Chief Credit and Data Officer Tudor Enoiu’s team at Alliant Credit Union knows this well. His team continuously monitors advances in AI, data platforms and analytics through a risk and value lens and creates space to pilot emerging capabilities quickly, while embracing strong but nimble governance and clear business outcomes.
“That allows us to balance speed to action with risk discipline, which I view as a critical trade-off, and scale innovation in a way that’s sustainable, trusted and aligned with the core economics of the business,” he said.
With these measures in place, Enoiu’s team successfully created a couple of large AI use cases, and so far, both the business and its customers have benefited from it.
“The impact has been tangible: better member experience, meaningful efficiency gains and a growing level of trust from business and risk partners that AI can be scaled responsibly,” he said.
Read on to learn more about how Alliant Credit Union’s tech teams are staying ahead of emerging technology, the recent work they’ve been doing with AI and how they foster innovation through a focus on experimentation.
About Alliant Credit Union
Headquartered in Chicago, Alliant Credit Union is a digital credit union guided by its mission of “boldly disrupting banking norms to do good for our members, employees and communities.” The company offers its members financial services related to checking and savings accounts, credit cards, loans, retirement and investments.
How does your team stay ahead of emerging technology trends while scaling fast?

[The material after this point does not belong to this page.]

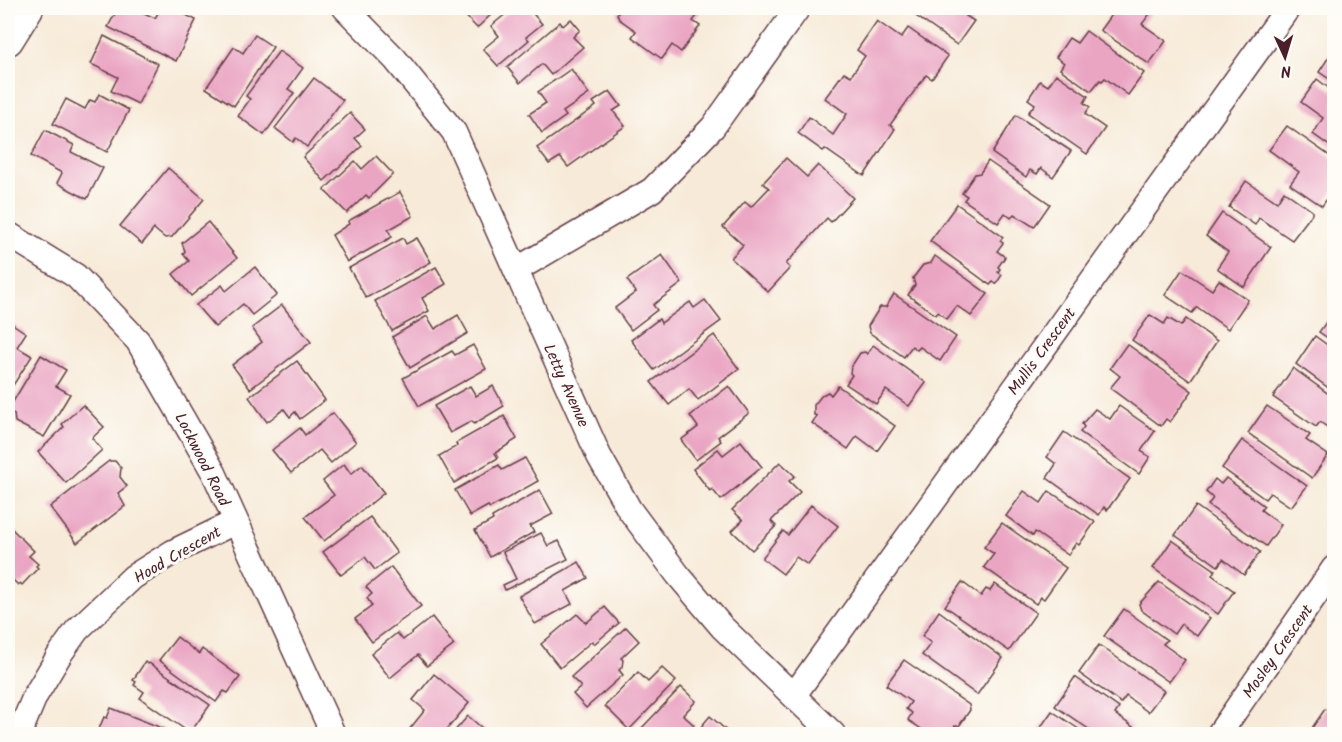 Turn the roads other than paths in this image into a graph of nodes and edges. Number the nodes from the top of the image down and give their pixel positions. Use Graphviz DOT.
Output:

In my world, which covers credit risk, data and AI, we strive to stay ahead of emerging technology by being very intentional about where we experiment and where we scale. My team continuously monitors advances in AI, data platforms and analytics through a risk and value lens. We ask not just what’s new, but what’s durable, explainable and fit for a regulated environment. We put a lot of effort into creating space to pilot emerging capabilities quickly, while anchoring everything in strong but nimble governance as well as clear business outcomes. That allows us to balance speed to action with risk discipline, which I view as a critical trade-off, and scale innovation in a way that’s sustainable, trusted and aligned with the core economics of the business.
“We ask not just what’s new, but what’s durable, explainable and fit for a regulated environment.”

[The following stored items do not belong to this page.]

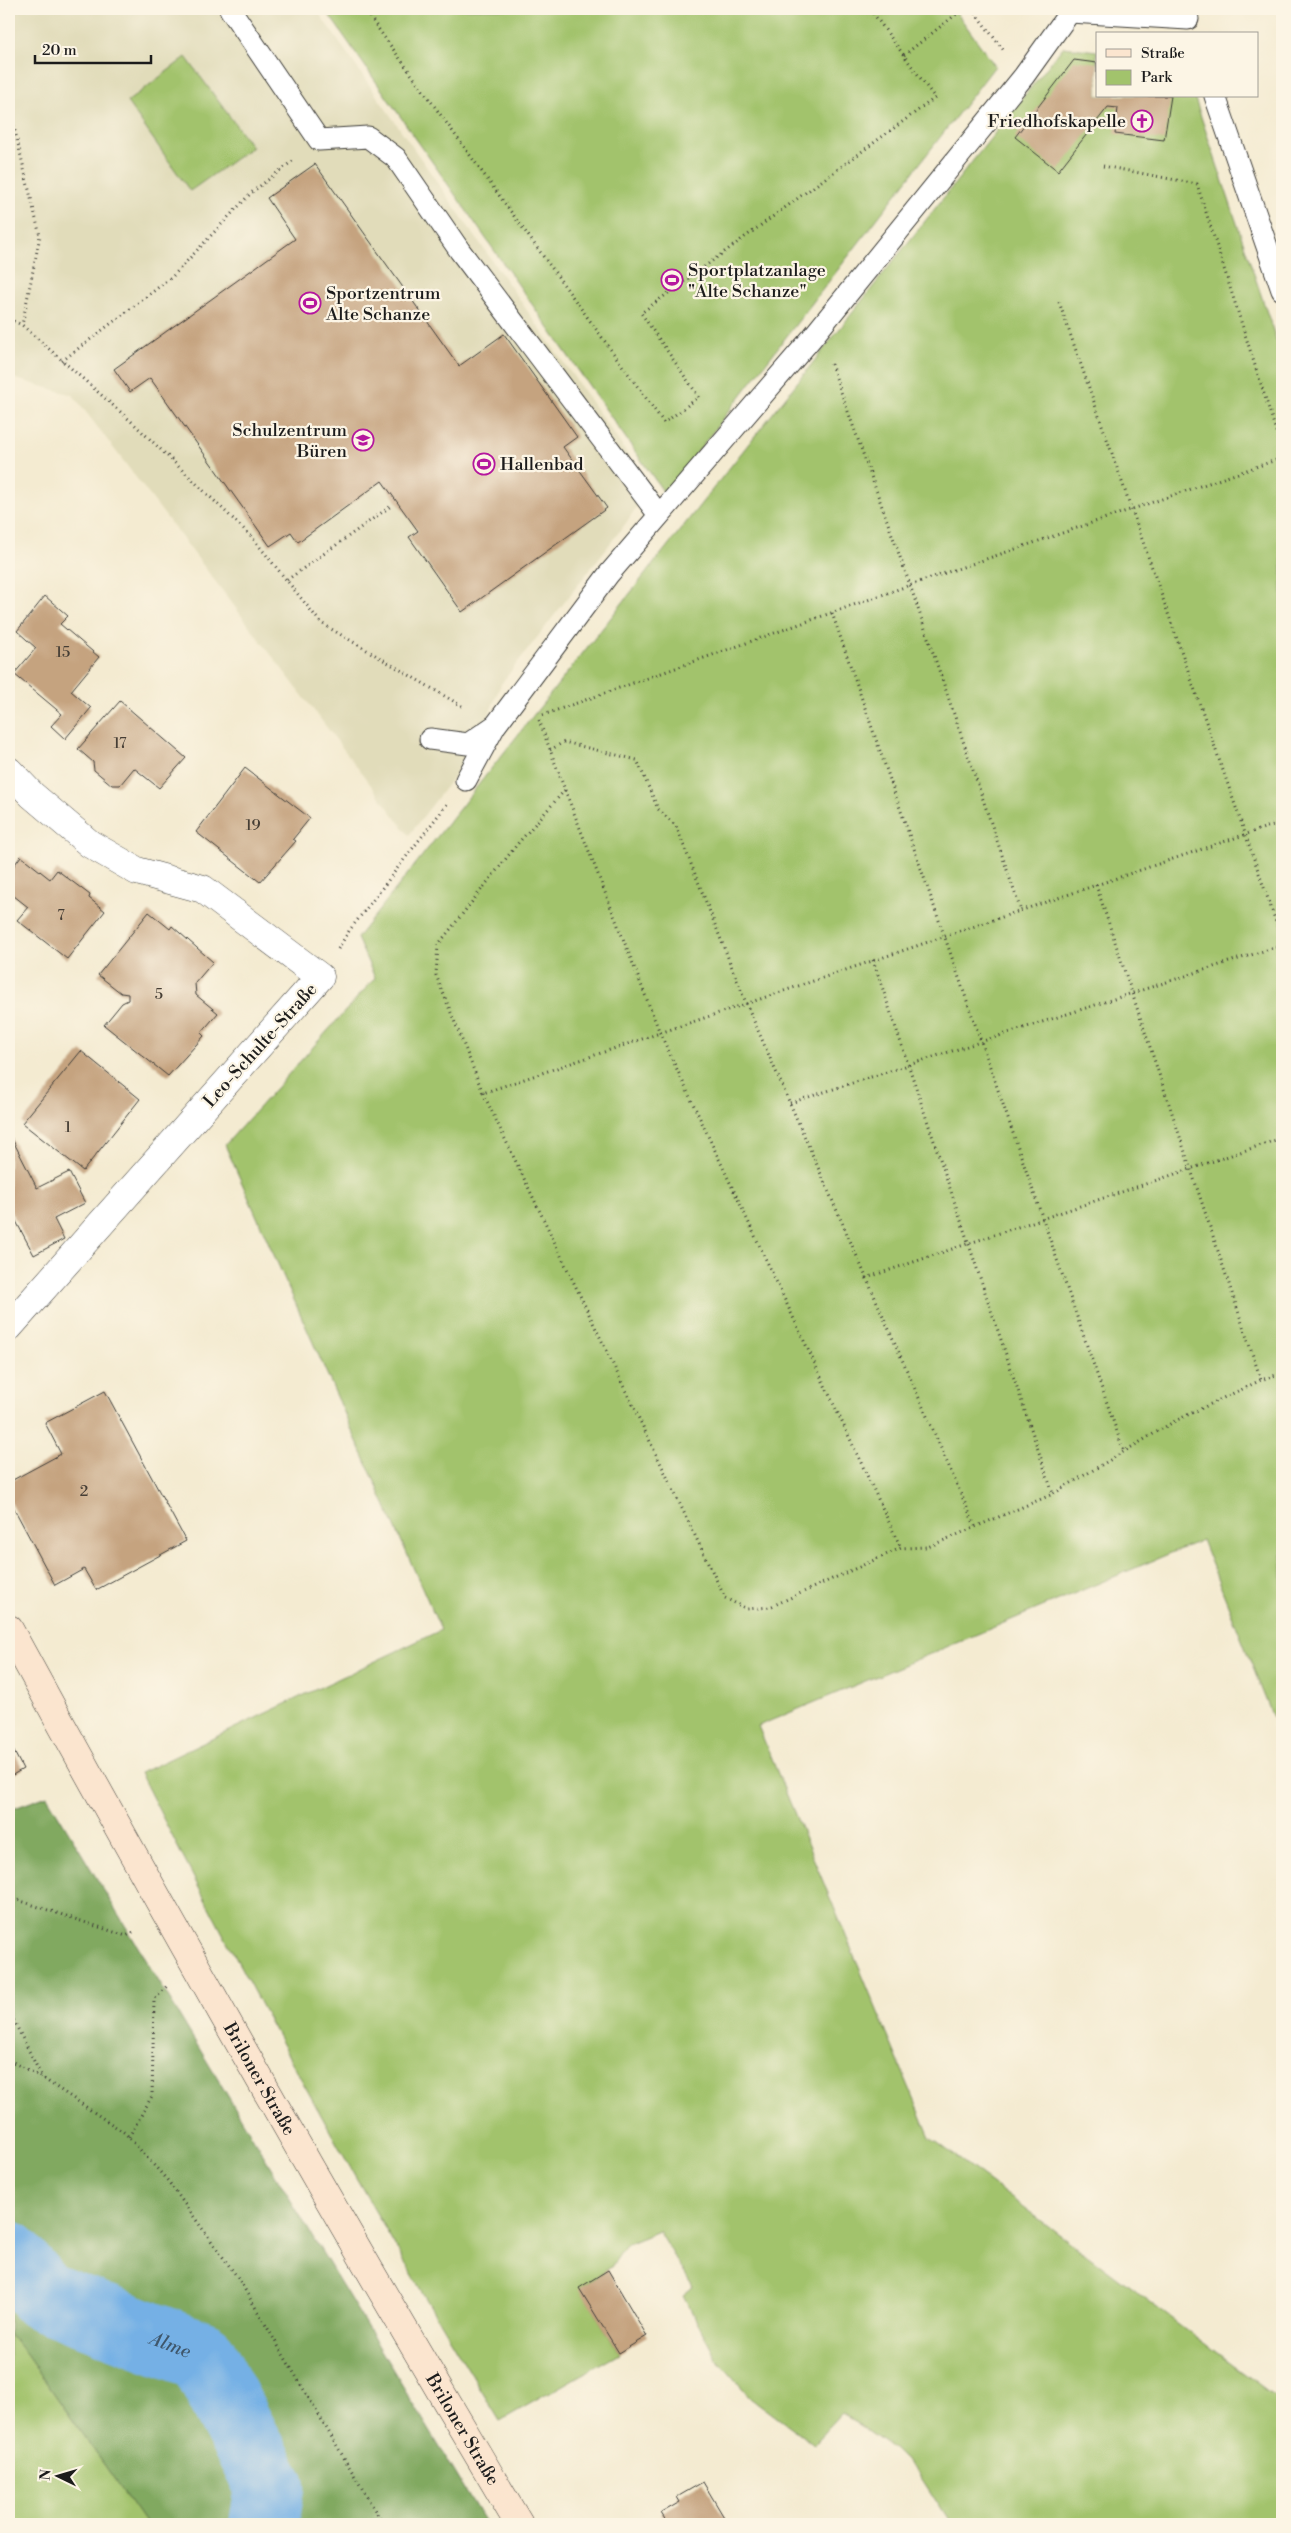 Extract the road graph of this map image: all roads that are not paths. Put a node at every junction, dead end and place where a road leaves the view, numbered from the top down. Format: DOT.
graph roads {
  1 [pos="230,9"];
  2 [pos="1069,10"];
  3 [pos="1189,20"];
  4 [pos="1216,98"];
  5 [pos="1282,290"];
  6 [pos="659,515"];
  7 [pos="495,726"];
  8 [pos="430,739"];
  9 [pos="9,771"];
  10 [pos="466,780"];
  11 [pos="9,1328"];
  12 [pos="9,1629"];
  13 [pos="519,2524"];
  1 -- 6 [label="lane"];
  2 -- 3 [label="lane"];
  2 -- 6 [label="lane"];
  4 -- 5 [label="lane"];
  6 -- 7 [label="lane"];
  7 -- 8 [label="lane"];
  7 -- 10 [label="lane"];
  9 -- 11 [label="street, Leo-Schulte-Straße"];
  12 -- 13 [label="main road, Briloner Straße"];
}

What recent product or feature are you most proud of — and what impact has it had?
I’m most proud of how we’ve stood up our first couple of large AI use cases in a way that’s both practical and credible in a risk‑managed environment. As we did so, we focused on building a foundation — clear governance, strong data pipelines and production‑ready AI use cases — that allows multiple teams to move faster with confidence. The impact has been tangible: better member experience, meaningful efficiency gains and a growing level of trust from business and risk partners that AI can be scaled responsibly. That foundation is now enabling us to partner closely to identify additional opportunities to deliver member value through AI.

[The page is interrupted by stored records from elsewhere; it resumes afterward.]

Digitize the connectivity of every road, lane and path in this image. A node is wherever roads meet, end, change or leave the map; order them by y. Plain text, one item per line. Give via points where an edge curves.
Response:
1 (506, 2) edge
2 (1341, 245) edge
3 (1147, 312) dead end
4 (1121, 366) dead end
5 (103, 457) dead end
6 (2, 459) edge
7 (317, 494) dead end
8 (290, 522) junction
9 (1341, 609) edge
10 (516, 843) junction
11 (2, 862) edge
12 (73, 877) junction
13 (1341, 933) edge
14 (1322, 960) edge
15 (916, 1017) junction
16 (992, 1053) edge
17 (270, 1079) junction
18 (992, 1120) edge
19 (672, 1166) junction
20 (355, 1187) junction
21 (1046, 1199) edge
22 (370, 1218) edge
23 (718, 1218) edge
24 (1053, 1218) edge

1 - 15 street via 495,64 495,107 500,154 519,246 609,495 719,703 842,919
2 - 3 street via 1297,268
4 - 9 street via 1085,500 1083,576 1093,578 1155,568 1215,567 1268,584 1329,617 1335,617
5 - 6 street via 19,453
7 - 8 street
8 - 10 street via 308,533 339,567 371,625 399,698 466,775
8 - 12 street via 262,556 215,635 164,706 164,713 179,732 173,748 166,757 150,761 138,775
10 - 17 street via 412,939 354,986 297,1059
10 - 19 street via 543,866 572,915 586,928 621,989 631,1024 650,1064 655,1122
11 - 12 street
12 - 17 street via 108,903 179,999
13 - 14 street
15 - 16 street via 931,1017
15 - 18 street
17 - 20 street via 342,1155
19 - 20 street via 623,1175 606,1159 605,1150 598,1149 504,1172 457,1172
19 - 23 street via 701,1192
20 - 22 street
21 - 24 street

How do you create a culture where innovation and experimentation are encouraged daily?
We try to build a daily culture of experimentation by making low‑risk innovation easy and high‑risk innovation disciplined — without turning everything into approval‑by‑committee. We give people practical access to the right tools based on need, such as broad access to Microsoft Copilot, more advanced capability for smaller groups, etcetera, and then pair that access with clear guardrails and a tiered framework so employees know what they can do immediately versus what requires review. We reinforce it with real on-the-ground enablement — not slogans — through playbooks/prompt libraries, a subject matter expert support group that helps teams refine prototypes into something real, and a community model that encourages peer‑to‑peer sharing of use cases and lessons learned. And because building trust both internally and with regulators is so critical, we’re explicit that humans remain accountable, data protection is non‑negotiable and the level of governance scales with impact, especially for agentic workflows, so teams can move fast and stay safe.